* [Instructions for the task] Starting at the top of the entries, restate word for word each line up to and including the one with "display:grid; place-items:center; width:77px;".

* [Study material]
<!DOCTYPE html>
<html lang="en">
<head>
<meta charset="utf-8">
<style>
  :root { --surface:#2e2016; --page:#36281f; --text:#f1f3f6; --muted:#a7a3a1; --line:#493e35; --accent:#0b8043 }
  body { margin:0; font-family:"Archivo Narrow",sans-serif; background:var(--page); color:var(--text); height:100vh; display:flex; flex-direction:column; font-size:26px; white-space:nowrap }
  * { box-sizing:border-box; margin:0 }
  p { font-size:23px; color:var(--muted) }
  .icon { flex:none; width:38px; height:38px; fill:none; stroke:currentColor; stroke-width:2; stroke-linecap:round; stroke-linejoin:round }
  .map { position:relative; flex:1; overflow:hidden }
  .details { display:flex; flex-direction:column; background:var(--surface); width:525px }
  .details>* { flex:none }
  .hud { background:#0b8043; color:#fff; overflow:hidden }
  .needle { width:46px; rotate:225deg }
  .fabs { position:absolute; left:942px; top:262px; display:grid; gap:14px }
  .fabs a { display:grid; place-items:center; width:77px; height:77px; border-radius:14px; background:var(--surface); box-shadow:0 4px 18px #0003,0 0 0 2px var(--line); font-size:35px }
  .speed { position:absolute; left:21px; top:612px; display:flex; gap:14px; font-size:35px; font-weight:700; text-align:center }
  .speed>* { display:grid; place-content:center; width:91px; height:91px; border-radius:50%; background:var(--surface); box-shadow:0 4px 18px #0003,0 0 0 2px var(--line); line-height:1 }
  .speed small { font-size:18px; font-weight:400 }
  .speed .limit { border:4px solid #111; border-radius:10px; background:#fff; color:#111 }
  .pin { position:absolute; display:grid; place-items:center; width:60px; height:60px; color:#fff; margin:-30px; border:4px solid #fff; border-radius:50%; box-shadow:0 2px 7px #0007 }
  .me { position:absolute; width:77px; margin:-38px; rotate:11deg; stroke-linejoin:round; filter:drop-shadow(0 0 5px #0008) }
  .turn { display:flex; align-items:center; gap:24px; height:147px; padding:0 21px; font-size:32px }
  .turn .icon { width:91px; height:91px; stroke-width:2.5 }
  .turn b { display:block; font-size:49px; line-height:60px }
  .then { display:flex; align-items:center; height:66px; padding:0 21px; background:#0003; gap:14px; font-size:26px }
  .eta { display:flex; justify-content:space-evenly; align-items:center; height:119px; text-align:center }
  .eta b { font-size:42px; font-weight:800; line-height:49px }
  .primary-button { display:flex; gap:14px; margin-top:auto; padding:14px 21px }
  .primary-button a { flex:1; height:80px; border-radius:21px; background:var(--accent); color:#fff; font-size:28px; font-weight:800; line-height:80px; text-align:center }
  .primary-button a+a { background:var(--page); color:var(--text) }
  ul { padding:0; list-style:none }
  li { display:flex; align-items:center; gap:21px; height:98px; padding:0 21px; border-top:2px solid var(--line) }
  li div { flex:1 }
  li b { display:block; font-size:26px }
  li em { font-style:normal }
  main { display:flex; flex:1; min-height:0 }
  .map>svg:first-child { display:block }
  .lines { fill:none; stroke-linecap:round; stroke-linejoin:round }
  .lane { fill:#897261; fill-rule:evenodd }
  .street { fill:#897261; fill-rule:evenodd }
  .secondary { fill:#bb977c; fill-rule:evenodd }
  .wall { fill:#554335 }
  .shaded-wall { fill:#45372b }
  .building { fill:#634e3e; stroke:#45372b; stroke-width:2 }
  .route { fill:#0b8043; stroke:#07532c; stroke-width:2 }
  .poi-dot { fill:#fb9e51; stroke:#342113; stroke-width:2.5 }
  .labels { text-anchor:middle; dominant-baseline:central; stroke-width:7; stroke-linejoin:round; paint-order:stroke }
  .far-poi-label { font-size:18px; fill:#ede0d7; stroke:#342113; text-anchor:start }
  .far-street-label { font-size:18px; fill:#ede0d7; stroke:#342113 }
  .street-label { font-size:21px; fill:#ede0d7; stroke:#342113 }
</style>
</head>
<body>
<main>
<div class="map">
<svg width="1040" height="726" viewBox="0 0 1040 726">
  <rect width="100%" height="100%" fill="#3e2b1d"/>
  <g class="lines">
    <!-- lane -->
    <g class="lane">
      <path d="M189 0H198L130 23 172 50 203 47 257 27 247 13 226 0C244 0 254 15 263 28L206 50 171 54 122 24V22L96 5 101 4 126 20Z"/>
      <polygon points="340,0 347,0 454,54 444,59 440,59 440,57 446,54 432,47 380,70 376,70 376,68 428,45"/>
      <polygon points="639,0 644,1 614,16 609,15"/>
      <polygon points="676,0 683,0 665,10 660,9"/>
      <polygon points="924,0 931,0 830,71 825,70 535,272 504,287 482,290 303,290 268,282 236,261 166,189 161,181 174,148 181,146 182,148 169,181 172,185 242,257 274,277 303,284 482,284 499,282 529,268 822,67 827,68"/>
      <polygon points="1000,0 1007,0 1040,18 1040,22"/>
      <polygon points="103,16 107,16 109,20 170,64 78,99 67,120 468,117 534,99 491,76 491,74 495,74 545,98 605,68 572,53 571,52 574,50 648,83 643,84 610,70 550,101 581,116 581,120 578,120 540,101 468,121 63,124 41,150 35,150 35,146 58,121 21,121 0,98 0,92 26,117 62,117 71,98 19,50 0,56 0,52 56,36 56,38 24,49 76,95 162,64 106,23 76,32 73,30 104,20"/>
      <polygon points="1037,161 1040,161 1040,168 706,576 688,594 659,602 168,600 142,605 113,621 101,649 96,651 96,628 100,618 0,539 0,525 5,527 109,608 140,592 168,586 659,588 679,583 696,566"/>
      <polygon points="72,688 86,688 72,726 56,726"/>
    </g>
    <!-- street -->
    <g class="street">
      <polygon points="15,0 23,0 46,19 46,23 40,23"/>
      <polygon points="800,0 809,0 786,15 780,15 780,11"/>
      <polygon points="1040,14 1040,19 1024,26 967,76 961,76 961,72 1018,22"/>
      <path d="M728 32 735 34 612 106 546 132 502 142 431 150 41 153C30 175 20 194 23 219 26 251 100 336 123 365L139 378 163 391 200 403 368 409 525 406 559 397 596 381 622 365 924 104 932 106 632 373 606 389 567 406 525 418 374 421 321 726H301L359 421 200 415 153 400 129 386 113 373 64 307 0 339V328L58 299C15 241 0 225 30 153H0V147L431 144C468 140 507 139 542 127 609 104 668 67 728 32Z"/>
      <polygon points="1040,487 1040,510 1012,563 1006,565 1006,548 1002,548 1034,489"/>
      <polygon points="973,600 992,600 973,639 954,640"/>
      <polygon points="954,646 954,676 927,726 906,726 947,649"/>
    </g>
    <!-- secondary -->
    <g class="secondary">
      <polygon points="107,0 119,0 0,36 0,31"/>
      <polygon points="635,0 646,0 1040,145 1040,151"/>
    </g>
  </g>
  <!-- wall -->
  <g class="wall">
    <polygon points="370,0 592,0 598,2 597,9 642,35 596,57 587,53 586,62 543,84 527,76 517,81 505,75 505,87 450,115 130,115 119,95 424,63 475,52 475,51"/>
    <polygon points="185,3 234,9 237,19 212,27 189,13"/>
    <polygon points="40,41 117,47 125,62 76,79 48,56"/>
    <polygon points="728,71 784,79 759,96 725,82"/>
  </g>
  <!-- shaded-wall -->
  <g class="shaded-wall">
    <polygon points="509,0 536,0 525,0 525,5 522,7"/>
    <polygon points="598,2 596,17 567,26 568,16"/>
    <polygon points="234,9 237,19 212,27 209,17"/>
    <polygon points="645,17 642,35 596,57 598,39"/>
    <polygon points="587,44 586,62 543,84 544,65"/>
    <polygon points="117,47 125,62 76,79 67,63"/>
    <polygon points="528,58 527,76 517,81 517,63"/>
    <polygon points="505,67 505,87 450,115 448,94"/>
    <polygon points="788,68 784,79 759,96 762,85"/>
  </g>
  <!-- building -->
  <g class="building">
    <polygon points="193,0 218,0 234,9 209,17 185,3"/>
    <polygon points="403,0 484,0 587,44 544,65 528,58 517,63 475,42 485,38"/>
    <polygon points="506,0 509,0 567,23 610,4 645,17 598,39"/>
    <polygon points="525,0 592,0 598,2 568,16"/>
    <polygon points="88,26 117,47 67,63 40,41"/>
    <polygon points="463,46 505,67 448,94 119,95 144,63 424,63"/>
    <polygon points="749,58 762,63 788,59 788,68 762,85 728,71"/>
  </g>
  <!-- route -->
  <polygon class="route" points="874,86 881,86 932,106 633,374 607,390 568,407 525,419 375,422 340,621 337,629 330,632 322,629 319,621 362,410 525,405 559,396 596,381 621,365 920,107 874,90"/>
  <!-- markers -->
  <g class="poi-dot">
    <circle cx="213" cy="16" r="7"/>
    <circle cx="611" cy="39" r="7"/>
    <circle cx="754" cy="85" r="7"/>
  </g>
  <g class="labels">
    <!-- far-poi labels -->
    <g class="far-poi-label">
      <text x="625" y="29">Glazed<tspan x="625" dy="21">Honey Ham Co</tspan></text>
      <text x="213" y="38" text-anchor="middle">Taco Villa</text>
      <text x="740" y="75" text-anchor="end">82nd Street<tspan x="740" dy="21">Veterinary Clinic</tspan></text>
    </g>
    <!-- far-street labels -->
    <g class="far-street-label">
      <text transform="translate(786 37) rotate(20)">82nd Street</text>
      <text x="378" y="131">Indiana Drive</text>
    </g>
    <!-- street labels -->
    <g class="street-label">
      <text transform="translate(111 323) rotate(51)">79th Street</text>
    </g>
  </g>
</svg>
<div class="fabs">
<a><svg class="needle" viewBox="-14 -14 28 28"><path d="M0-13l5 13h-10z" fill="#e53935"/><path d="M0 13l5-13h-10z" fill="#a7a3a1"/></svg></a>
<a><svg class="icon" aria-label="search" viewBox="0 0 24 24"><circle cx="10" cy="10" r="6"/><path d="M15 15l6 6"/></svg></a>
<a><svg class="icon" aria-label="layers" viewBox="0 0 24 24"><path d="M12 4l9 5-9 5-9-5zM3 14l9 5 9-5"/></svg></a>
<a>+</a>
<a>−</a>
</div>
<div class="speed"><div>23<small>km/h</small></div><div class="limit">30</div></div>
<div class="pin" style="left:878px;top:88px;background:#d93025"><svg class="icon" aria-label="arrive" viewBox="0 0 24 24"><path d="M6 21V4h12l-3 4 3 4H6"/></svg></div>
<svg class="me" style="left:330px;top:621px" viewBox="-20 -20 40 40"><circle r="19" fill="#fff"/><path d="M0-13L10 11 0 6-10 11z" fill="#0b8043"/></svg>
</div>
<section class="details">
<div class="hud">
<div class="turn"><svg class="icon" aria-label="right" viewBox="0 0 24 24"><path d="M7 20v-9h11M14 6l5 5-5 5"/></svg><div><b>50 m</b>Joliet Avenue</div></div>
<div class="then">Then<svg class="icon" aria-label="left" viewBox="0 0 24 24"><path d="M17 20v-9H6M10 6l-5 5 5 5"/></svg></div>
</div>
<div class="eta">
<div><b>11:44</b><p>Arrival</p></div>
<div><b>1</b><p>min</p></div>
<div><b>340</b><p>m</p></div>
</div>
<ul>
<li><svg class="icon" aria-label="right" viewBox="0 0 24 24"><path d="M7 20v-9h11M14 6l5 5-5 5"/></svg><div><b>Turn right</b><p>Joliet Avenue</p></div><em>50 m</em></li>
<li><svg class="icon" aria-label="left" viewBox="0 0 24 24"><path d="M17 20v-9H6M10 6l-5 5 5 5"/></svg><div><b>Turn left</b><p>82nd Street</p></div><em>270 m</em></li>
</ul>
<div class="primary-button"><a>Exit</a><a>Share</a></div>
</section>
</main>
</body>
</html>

* [Task result]
<!DOCTYPE html>
<html lang="en">
<head>
<meta charset="utf-8">
<style>
  :root { --surface:#2e2016; --page:#36281f; --text:#f1f3f6; --muted:#a7a3a1; --line:#493e35; --accent:#0b8043 }
  body { margin:0; font-family:"Archivo Narrow",sans-serif; background:var(--page); color:var(--text); height:100vh; display:flex; flex-direction:column; font-size:26px; white-space:nowrap }
  * { box-sizing:border-box; margin:0 }
  p { font-size:23px; color:var(--muted) }
  .icon { flex:none; width:38px; height:38px; fill:none; stroke:currentColor; stroke-width:2; stroke-linecap:round; stroke-linejoin:round }
  .map { position:relative; flex:1; overflow:hidden }
  .details { display:flex; flex-direction:column; background:var(--surface); width:525px }
  .details>* { flex:none }
  .hud { background:#0b8043; color:#fff; overflow:hidden }
  .needle { width:46px; rotate:225deg }
  .fabs { position:absolute; left:942px; top:262px; display:grid; gap:14px }
  .fabs a { display:grid; place-items:center; width:77px; height:77px; border-radius:14px; background:var(--surface); box-shadow:0 4px 18px #0003,0 0 0 2px var(--line); font-size:35px }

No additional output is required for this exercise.